From: Jones Beene <mailto:jone...@pacbell.net>   
Fifty years ago, there was a fair amount of scientific effort put into the 
study of “direct nucleon disintegration”. This process can be far more 
energetic in output than nuclear fusion, but ironically most of the energy is 
lost… in the sense of decay to neutrinos, which are weakly interacting. Perhaps 
that is why photonuclear disintegration was nearly abandoned. Fortunately, it 
is being revived now, in the context of LENR.
One (expensive) way to accomplish the disintegration of hydrogen is via high 
velocity colliding ions, using a beam line; but a simpler and more interesting 
way is via what can be simplified as “spin disintegration.” There are several 
kinds of spin, and one of them is transferable (via laser) from photons to 
nucleons, even though there is a great disparity in wavelength vs the target 
diameter. The transferred energy derives from photon amplification and 
absorption and it can reach a critical threshold at a surprisingly low level. 
The devastation that follows from excess spin is similar to the centrifugal 
destruction of any high RPM object. Yet, here we see it at the tiniest scale. 
There is a merger of quantum and classical spin mediated by SPP, which requires 
more study.
For the purposes of LENR, it will be proposed that an overlooked way that 
photons interact with nucleons is via depositing focused spin energy, leading 
to self-destruction. The spin angular momentum of light, or SAM - is associated 
with circular polarization. Circular polarization happens when electric and 
magnetic fields rotate around an axis during the propagation, such as in the 
SPP plasmon. Focusing occurs in what appears to be a vortex geometry.
SAM is manifested as SPP which once absorbed beyond a critical level results in 
the internal disruption of QCD color exchange, allowing stable Efimov states in 
quarks to disassemble. In short, and in defense of Holmlid’s work – one part of 
the nuclear establishment has known for fifty years that there is an alternate 
route to vast amounts of energy without fusion of nucleons, by facilitating 
nucleons degeneration via spin interference with QCD.

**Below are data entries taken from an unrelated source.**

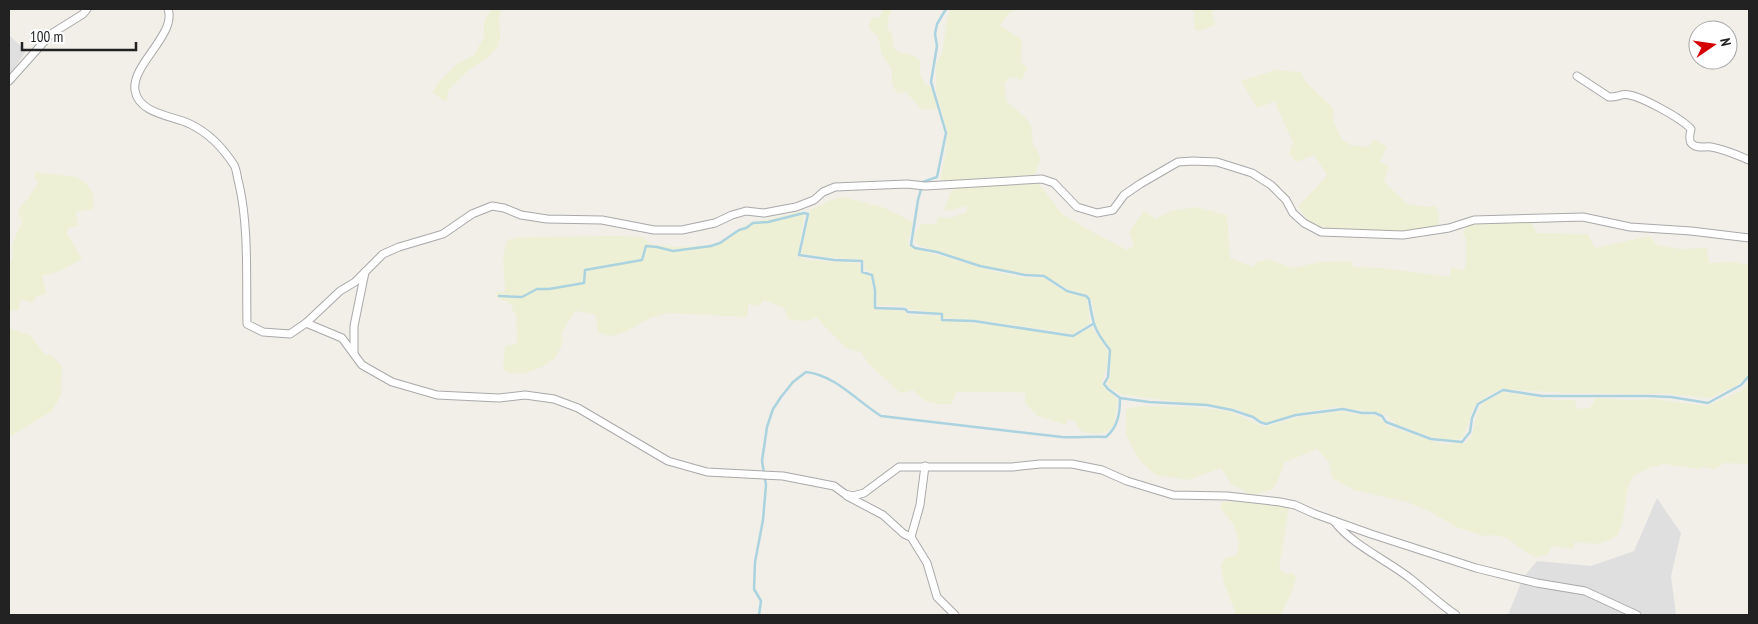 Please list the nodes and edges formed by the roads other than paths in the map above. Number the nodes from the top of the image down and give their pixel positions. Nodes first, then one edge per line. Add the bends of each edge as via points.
1 (87, 9) edge
2 (168, 9) edge
3 (1577, 76) dead end
4 (9, 81) edge
5 (1749, 160) edge
6 (1749, 238) edge
7 (366, 272) junction
8 (306, 323) junction
9 (354, 354) junction
10 (925, 466) junction
11 (845, 494) junction
12 (1334, 520) junction
13 (911, 537) junction
14 (955, 615) edge
15 (1456, 615) edge
16 (1637, 615) edge

1 - 4 street via 51,34
2 - 8 street via 169,26 139,72 134,89 138,100 157,113 190,124 213,139 235,167 244,206 247,324 263,332 290,334
3 - 5 street via 1609,97 1626,94 1643,99 1677,119 1690,129 1692,145 1722,150
6 - 7 street via 1630,227 1583,217 1474,220 1449,228 1403,235 1321,232 1293,214 1286,200 1252,173 1217,162 1193,161 1178,162 1124,195 1113,210 1097,213 1077,207 1054,184 1042,178 923,186 835,187 796,207 764,213 746,211 715,223 682,230 654,230 602,220 522,216 492,206 472,214 443,234 383,254
7 - 8 street
7 - 9 street via 354,326
8 - 9 street via 342,338
9 - 11 street via 362,365 392,382 437,395 499,398 525,395 554,399 578,408 668,462 707,472 783,476 820,482
10 - 11 street via 899,467 864,493
10 - 12 street via 1072,464 1102,470 1173,495 1227,496 1280,502
10 - 13 street via 920,506
11 - 13 street via 883,515
12 - 15 street via 1345,534 1412,579
12 - 16 street via 1483,570 1585,591
13 - 14 street via 926,563 937,597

Laser emissions are not inherently circularly polarized. Holmlid may have 
overlooked the importance of polarization (or maybe this is a trade secret of 
his). Since he has been successful, apparently without using polarization, then 
there appears to be an easy route to improvement or else it is inherent to SPP. 
Below are a few examples of the old ideas on using photon spin for nucleon 
disintegration. Dozens of further citations have not yet made their way into 
the digital world. 
Was this kind of thinking “dated” or was it ahead-of- its-time?

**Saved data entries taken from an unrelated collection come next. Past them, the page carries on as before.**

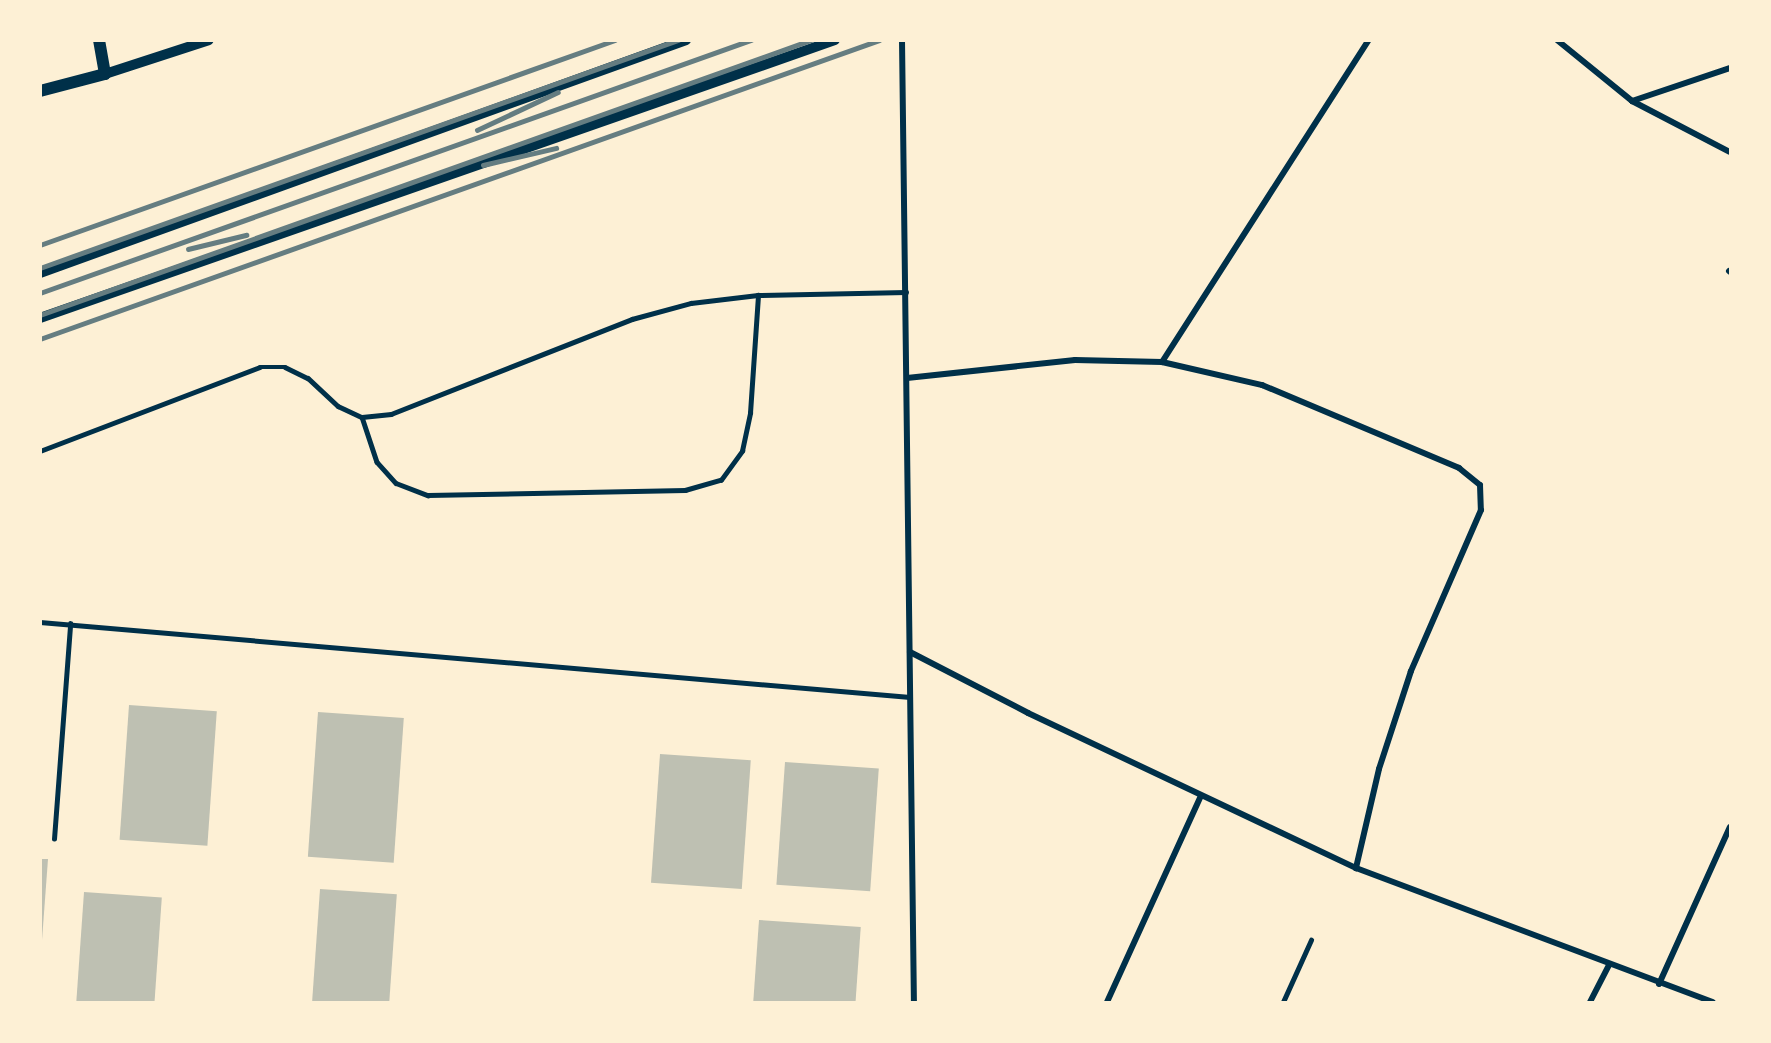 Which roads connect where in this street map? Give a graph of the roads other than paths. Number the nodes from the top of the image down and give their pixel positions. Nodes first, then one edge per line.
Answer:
1 (99, 40) edge
2 (209, 40) edge
3 (687, 40) edge
4 (835, 40) edge
5 (902, 40) edge
6 (1369, 40) edge
7 (1557, 40) edge
8 (185, 44) edge
9 (1731, 68) edge
10 (105, 74) junction
11 (40, 91) edge
12 (1632, 101) junction
13 (1731, 152) edge
14 (40, 273) edge
15 (906, 292) junction
16 (758, 295) junction
17 (40, 318) edge
18 (1162, 362) junction
19 (907, 378) junction
20 (362, 417) junction
21 (40, 451) edge
22 (40, 622) edge
23 (70, 624) junction
24 (910, 652) junction
25 (910, 697) junction
26 (1201, 796) junction
27 (1731, 827) edge
28 (54, 839) dead end
29 (1356, 868) junction
30 (1311, 939) dead end
31 (1609, 965) junction
32 (1659, 984) junction
33 (914, 1002) edge
34 (1107, 1002) edge
35 (1283, 1002) edge
36 (1590, 1002) edge
37 (1713, 1002) edge

1 - 10 main road
2 - 8 street
3 - 14 street
4 - 17 street
5 - 15 street
6 - 18 street
7 - 12 street
8 - 10 street
9 - 12 street
10 - 11 main road
12 - 13 street
15 - 16 lane
15 - 19 street
16 - 20 lane
16 - 20 lane
18 - 19 street
18 - 29 street
19 - 24 street
20 - 21 lane
22 - 23 lane
23 - 25 lane
23 - 28 lane
24 - 25 street
24 - 26 street
25 - 33 street
26 - 29 street
26 - 34 street
27 - 32 street
29 - 31 street
30 - 35 lane
31 - 32 street
31 - 36 street
32 - 37 street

http://www.sciencedirect.com/science/article/pii/0029558261903534
http://www.sciencedirect.com/science/article/pii/0370269377900090
https://inis.iaea.org/search/search.aspx?orig_q=RN:7250209
As you may surmise, all of this comes back to an emerging premise for 
understanding LENR based on Holmlid’s work. That premise is that at the very 
heart of the reaction we find nucleon disintegration, first and foremost - 
which is identified by a growing population of muons, which deposit some excess 
energy but are also able to catalyze fusion, in the known way.
https://www.mail-archive.com/vortex-l%40eskimo.com/msg104933.html
With the bottom line being that we can plug Holmlid’s results directly, or as 
interpreted by others, as a fundamental insight into the dynamics of LENR going 
back to 1989… and it all makes more sense than before. This is especially true 
when the Letts/Cravens effect is added into the mix. And one irony is that 
neither Holmlid nor Letts/Cravens seems to have been aware of the importance of 
SPP, which is shaping up as the key dynamic.